Database Backends Reference

ActingWeb supports two production-ready database backends: DynamoDB and PostgreSQL. This document provides a detailed comparison to help you choose the right backend for your use case.

Quick Comparison

Feature

DynamoDB

PostgreSQL

Setup Complexity

Low (auto-creates tables)

Medium (requires Alembic migrations)

Local Development

DynamoDB Local (Docker)

PostgreSQL (Docker or native install)

Installation

pip install 'actingweb[dynamodb]'

pip install 'actingweb[postgresql]'

Scaling

Automatic, serverless

Manual (vertical/horizontal scaling)

Cost Model

Pay-per-request or provisioned throughput

Instance-based (compute + storage)

Query Flexibility

Key-based with Global Secondary Indexes

Full SQL with JOINs, aggregations, CTEs

Latency (local)

Higher (network overhead to AWS)

Lower (direct database connection)

Latency (same region)

Very low (<10ms)

Very low (<5ms)

Production Management

Fully managed by AWS

Self-managed or RDS/Cloud SQL

Multi-region

Built-in global tables

Manual replication (streaming/logical)

Transactions

Limited (single table, conditions)

Full ACID transactions

Backup/Restore

Point-in-time recovery built-in

pg_dump or continuous archiving

TTL/Cleanup

Built-in automatic TTL deletion (enable TTL on attributes.ttl_timestamp)
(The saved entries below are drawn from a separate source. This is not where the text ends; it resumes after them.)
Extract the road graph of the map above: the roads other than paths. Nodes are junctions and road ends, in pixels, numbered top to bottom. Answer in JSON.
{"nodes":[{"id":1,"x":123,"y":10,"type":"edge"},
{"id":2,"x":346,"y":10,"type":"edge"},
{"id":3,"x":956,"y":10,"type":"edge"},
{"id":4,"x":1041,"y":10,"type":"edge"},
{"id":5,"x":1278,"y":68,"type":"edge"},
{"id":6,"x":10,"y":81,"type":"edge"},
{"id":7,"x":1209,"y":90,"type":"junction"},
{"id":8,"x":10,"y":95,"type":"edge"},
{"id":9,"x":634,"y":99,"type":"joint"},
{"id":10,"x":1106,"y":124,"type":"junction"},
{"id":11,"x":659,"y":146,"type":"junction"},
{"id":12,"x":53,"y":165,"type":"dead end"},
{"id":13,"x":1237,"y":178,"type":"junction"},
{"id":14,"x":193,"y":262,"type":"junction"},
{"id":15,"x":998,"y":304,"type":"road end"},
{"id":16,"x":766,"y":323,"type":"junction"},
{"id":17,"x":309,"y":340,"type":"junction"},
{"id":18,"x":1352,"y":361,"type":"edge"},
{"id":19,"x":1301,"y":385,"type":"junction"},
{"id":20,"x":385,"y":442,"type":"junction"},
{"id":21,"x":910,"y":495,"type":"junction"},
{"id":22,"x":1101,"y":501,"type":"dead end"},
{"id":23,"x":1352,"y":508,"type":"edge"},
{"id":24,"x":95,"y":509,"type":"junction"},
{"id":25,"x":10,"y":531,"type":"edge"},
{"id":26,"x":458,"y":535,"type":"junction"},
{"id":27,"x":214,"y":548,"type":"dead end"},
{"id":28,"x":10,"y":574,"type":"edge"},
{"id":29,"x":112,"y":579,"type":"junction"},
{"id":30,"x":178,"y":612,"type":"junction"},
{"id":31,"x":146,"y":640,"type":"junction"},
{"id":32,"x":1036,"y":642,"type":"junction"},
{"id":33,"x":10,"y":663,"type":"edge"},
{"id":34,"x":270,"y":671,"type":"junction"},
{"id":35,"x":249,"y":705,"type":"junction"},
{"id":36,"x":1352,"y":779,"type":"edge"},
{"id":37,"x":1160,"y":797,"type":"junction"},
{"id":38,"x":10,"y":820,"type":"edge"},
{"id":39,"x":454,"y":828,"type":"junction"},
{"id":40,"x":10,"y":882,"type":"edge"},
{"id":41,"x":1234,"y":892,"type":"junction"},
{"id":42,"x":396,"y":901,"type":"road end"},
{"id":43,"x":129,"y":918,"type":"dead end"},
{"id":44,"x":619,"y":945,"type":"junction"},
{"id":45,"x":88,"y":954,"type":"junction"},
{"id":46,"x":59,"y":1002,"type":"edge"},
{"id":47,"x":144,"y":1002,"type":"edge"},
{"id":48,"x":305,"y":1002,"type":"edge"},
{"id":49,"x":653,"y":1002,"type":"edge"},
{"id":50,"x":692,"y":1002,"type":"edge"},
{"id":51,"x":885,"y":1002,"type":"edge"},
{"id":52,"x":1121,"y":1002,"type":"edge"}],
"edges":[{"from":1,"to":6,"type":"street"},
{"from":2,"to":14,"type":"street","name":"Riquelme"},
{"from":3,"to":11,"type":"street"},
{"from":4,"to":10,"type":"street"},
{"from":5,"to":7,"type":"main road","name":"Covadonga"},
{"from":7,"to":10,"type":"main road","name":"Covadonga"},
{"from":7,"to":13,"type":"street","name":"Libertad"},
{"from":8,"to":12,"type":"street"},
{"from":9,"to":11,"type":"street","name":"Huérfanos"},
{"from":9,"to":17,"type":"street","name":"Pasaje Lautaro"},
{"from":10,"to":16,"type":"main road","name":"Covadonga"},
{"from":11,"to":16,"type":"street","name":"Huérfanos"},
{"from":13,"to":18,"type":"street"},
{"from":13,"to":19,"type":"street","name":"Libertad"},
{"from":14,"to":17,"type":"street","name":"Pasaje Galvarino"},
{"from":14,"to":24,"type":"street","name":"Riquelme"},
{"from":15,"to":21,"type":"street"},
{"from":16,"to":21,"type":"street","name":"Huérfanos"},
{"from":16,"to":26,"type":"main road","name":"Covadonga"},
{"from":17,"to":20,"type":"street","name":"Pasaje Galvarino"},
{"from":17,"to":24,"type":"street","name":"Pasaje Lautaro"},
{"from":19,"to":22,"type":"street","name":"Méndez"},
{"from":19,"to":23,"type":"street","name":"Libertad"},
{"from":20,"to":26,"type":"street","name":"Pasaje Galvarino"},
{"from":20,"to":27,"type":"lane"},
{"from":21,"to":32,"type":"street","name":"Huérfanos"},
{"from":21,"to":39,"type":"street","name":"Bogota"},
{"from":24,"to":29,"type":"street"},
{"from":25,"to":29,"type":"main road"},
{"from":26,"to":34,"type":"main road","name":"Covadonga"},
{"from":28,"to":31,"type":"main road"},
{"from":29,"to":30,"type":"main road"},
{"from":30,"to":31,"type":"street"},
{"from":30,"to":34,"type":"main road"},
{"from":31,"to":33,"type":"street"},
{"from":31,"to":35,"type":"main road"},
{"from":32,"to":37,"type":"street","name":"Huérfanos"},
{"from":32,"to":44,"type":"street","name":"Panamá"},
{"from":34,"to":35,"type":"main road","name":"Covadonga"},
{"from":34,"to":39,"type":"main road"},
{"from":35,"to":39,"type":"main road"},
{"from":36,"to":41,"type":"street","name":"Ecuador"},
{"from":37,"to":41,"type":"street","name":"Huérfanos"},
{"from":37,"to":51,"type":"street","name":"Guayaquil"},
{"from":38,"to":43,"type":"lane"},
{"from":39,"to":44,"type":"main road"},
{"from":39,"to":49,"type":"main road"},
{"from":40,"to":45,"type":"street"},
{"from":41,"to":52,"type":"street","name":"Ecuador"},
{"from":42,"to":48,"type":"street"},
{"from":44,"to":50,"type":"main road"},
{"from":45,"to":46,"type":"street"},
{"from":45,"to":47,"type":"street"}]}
Self-contained opportunistic purge (no cron required)

Connection Pooling

Not applicable (HTTP API)

Built-in (psycopg3 ConnectionPool)

When to Use DynamoDB

Best For:

  • AWS-centric deployments: Already using AWS Lambda, API Gateway, etc.

  • Global distribution: Need multi-region active-active setup with minimal effort

  • Variable traffic: Traffic patterns with large spikes or long idle periods

  • Serverless architecture: Zero server management, automatic scaling

  • Key-value workloads: Simple lookups by actor ID, property name, trust relationship

  • Pay-per-use economics: Want to pay only for actual usage, not idle capacity

Advantages:

  1. Zero administration: No servers to manage, no capacity planning

  2. Automatic scaling: Handles traffic spikes without intervention

  3. Global tables: Multi-region replication with conflict resolution

  4. Built-in TTL: Automatic cleanup of expired data

  5. On-demand pricing: Pay only for requests (or use provisioned capacity)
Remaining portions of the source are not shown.